Your output should be the exact lines from the start of the data through the line containing "Turn the roads", with no pictures.

* Records supplied
######

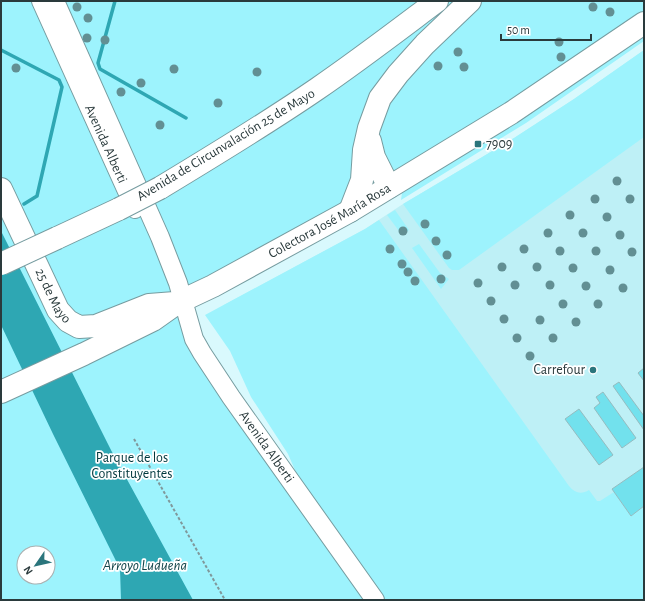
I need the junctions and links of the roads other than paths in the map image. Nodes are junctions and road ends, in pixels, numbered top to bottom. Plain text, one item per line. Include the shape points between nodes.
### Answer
1 (41, 1) edge
2 (55, 1) edge
3 (437, 1) edge
4 (470, 1) edge
5 (644, 23) edge
6 (369, 128) junction
7 (389, 187) junction
8 (1, 188) edge
9 (350, 210) junction
10 (1, 264) edge
11 (179, 295) junction
12 (6, 390) edge
13 (376, 600) edge

1 - 11 street, Avenida Alberti via 149,240
2 - 11 street, Avenida Alberti via 160,237
3 - 10 main road, Avenida de Circunvalación 25 de Mayo, bridge via 316,90 160,188
4 - 6 main road via 398,74 380,98
5 - 7 main road, Colectora José María Rosa via 511,113
6 - 7 main road via 374,157
6 - 9 main road via 364,150 362,180
7 - 9 main road, Colectora José María Rosa
8 - 11 main road, 25 de Mayo via 58,310 68,321 79,327 96,326
9 - 11 main road, Colectora José María Rosa via 220,282
11 - 12 main road, Colectora José María Rosa via 153,320
11 - 13 street, Avenida Alberti via 194,339 202,353

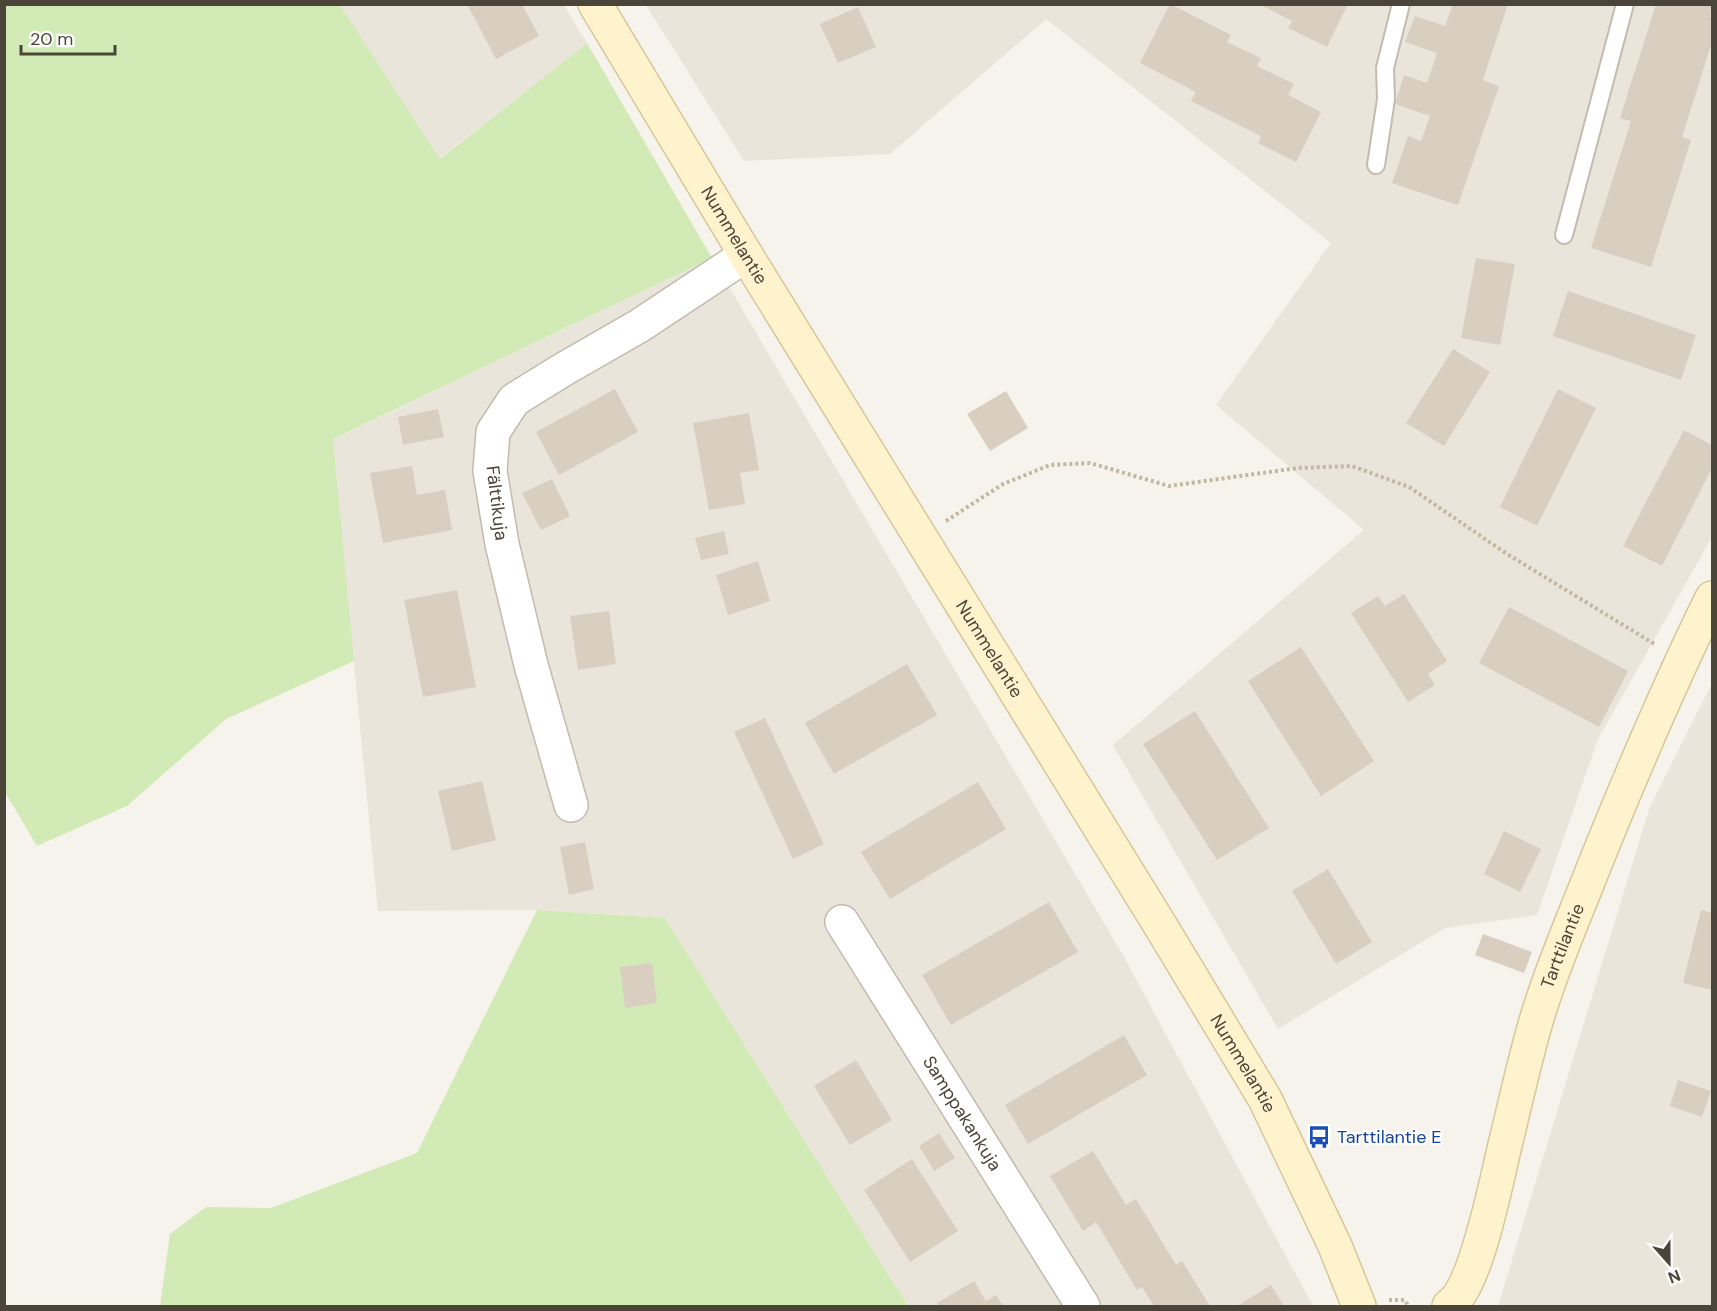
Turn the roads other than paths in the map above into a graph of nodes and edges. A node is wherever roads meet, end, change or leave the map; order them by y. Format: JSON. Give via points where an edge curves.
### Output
{"nodes":[{"id":1,"x":595,"y":4,"type":"edge"},
{"id":2,"x":1401,"y":4,"type":"edge"},
{"id":3,"x":1625,"y":4,"type":"edge"},
{"id":4,"x":1376,"y":165,"type":"dead end"},
{"id":5,"x":1564,"y":235,"type":"dead end"},
{"id":6,"x":746,"y":255,"type":"junction"},
{"id":7,"x":1713,"y":598,"type":"edge"},
{"id":8,"x":571,"y":805,"type":"dead end"},
{"id":9,"x":842,"y":922,"type":"dead end"},
{"id":10,"x":1083,"y":1306,"type":"edge"},
{"id":11,"x":1359,"y":1306,"type":"edge"},
{"id":12,"x":1449,"y":1306,"type":"edge"}],
"edges":[{"from":1,"to":6,"type":"street","name":"Nummelantie"},
{"from":2,"to":4,"type":"lane","via":[[1385,68],[1386,99]]},
{"from":3,"to":5,"type":"lane"},
{"from":6,"to":8,"type":"street","name":"Fälttikuja","via":[[639,326],[514,400],[494,432],[490,471],[502,544]]},
{"from":6,"to":11,"type":"street","name":"Nummelantie","via":[[1265,1099]]},
{"from":7,"to":12,"type":"street","name":"Tarttilantie","via":[[1634,767],[1562,947],[1538,1017],[1482,1235],[1467,1281],[1456,1302]]},
{"from":9,"to":10,"type":"street","name":"Samppakankuja"}]}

######

* Answer area
I need the junctions and links of the roads other than paths in the map image. Nodes are junctions and road ends, in pixels, numbered top to bottom. Plain text, one item per line. Include the shape points between nodes.
### Answer
1 (41, 1) edge
2 (55, 1) edge
3 (437, 1) edge
4 (470, 1) edge
5 (644, 23) edge
6 (369, 128) junction
7 (389, 187) junction
8 (1, 188) edge
9 (350, 210) junction
10 (1, 264) edge
11 (179, 295) junction
12 (6, 390) edge
13 (376, 600) edge

1 - 11 street, Avenida Alberti via 149,240
2 - 11 street, Avenida Alberti via 160,237
3 - 10 main road, Avenida de Circunvalación 25 de Mayo, bridge via 316,90 160,188
4 - 6 main road via 398,74 380,98
5 - 7 main road, Colectora José María Rosa via 511,113
6 - 7 main road via 374,157
6 - 9 main road via 364,150 362,180
7 - 9 main road, Colectora José María Rosa
8 - 11 main road, 25 de Mayo via 58,310 68,321 79,327 96,326
9 - 11 main road, Colectora José María Rosa via 220,282
11 - 12 main road, Colectora José María Rosa via 153,320
11 - 13 street, Avenida Alberti via 194,339 202,353

Turn the roads other than paths in the map above into a graph of nodes and edges. A node is wherever roads meet, end, change or leave the map; order them by y. Format: JSON. Give via points where an edge curves.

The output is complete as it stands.